/ 1 September 2004

School hostage drama in Russia

Gunmen with explosives strapped around their waists took more than 200 people hostage at a school in south of the Russian Federation near war-torn Chechnya on Wednesday and threatened to blow up the building if the security forces moved in.

In Russia’s fourth terror attack within a week, the 20 masked and heavily armed individuals dressed in black burst into the courtyard of the school in the town of Beslan where students were lining up for their first day in school at 10am local time.

”Three people ran into the courtyard,” one boy told NTV television. ”At first I thought it was a joke. Then they began to shoot and we started running.”

The hostage-takers, who reportedly included women, herded the children and adults into a gym and reportedly demanded to meet with the head of the local region of North Ossetia and neighbouring Ingushetia, Itar-Tass reported.

Seven people were killed and four injured, RIA Novosti news agency reported later on Wednesday.

A hospital in the town of Beslan has posted the lists of those killed and injured in the attack, the news agency said.

Hostage-takers threaten children

North Ossetia’s interior minister, Kazbek Dzantiev, said the hostage-takers have threatened to kill 50 children for every abductor killed, news reports said.

”For every destroyed rebel, they will kill 50 children, and 20 children for every injured rebel,” he was quoted as saying by news agencies and television.

There were conflicting reports of how many people were being held inside, with Russian television quoting law enforcement officials as saying that 200 pupils had been taken captive, along with 40 parents and teachers. Other reports placed the number of hostages at between 120 and 400.

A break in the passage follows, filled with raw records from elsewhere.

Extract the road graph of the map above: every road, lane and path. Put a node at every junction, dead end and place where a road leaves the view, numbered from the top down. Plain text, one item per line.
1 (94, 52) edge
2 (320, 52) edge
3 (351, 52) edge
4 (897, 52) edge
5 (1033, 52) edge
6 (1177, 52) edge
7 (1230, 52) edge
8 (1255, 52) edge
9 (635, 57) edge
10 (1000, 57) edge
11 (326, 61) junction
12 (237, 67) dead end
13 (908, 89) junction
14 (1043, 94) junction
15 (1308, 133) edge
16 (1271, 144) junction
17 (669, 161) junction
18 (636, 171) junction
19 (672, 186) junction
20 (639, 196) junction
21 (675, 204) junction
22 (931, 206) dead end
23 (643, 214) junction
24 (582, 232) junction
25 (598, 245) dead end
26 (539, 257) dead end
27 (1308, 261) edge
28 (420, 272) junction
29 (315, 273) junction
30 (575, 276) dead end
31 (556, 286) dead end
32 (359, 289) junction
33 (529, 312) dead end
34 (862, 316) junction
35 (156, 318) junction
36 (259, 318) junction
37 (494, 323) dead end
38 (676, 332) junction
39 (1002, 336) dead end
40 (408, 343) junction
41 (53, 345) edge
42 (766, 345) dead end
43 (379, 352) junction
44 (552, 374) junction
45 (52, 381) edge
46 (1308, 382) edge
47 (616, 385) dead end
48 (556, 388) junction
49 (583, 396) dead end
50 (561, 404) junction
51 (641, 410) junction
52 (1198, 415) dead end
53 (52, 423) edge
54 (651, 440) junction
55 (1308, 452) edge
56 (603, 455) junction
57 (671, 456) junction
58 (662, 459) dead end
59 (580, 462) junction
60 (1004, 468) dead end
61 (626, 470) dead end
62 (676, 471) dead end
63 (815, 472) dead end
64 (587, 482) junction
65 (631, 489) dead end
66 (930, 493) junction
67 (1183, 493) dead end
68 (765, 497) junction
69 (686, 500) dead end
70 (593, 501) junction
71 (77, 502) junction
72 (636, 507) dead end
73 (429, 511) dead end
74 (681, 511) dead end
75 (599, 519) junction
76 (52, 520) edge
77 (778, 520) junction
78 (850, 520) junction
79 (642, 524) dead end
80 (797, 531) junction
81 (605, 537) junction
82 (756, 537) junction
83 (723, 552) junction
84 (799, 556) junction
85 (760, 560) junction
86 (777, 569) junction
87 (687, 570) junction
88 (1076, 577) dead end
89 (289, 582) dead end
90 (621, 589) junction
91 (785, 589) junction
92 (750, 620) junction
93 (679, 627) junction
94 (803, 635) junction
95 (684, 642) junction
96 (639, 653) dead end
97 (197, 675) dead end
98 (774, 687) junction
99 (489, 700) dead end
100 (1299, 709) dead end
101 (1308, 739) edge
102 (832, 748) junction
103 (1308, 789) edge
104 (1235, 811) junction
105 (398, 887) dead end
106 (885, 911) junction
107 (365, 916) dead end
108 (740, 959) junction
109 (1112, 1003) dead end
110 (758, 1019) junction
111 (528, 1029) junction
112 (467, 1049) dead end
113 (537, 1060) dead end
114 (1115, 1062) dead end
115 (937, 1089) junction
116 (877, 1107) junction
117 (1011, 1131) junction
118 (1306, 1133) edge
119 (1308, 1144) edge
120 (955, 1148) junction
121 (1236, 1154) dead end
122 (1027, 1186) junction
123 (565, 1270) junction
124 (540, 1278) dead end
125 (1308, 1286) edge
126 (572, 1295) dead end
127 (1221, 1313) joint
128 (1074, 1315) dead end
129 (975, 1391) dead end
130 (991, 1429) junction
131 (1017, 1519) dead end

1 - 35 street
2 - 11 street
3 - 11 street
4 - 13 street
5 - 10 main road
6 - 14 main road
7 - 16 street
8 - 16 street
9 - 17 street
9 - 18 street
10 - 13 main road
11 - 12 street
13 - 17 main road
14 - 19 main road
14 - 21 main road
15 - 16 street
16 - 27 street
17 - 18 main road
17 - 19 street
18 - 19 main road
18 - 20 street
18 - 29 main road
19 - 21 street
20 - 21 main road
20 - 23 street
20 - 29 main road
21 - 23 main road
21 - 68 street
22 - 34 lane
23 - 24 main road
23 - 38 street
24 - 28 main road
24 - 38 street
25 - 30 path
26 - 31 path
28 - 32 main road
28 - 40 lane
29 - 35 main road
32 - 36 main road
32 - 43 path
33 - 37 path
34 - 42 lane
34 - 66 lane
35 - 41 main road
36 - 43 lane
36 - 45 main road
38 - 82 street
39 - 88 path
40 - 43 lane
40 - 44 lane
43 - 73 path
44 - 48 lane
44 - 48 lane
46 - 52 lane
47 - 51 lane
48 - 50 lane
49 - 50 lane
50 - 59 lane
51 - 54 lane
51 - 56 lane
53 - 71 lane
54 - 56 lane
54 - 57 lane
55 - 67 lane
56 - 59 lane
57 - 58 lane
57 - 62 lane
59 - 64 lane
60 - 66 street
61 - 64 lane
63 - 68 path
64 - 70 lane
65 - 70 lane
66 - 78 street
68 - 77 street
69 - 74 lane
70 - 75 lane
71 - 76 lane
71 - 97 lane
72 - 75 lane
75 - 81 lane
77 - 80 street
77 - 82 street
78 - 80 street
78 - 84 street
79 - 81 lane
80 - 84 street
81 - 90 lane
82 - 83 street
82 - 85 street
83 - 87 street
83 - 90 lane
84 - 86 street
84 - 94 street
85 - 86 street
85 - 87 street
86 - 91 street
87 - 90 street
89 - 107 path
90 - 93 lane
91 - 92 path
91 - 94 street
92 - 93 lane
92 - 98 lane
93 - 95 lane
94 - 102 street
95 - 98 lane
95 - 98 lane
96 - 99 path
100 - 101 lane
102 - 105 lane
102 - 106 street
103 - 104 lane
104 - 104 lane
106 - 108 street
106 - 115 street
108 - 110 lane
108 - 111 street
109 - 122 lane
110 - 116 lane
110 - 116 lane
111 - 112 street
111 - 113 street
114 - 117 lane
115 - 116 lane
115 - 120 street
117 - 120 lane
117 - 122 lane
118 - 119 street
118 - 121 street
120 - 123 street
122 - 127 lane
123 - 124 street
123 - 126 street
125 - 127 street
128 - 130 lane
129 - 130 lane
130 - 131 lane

Some reports also said the gunmen were demanding the release of rebels imprisoned in Ingushetia following a deadly raid there in June.

Television images showed armed personnel carriers and dozens of helmeted troops taking up positions around the building as crowds gathered outside the cordoned-off building. Many of the women sobbed.

The hostage-taking shattered the festive atmosphere that surrounds the first day back at school in Russia and revived painful memories of a Moscow theatre hostage-taking in 2002, during which 130 people died after police used a poison gas when they stormed the building.

Between 15 and 50 children managed to escape capture after they hid in a school boiler room and 14 pupils managed to escape from the building afterwards, the authorities said.

The hostage-takers have mined the perimeter of the school, police said.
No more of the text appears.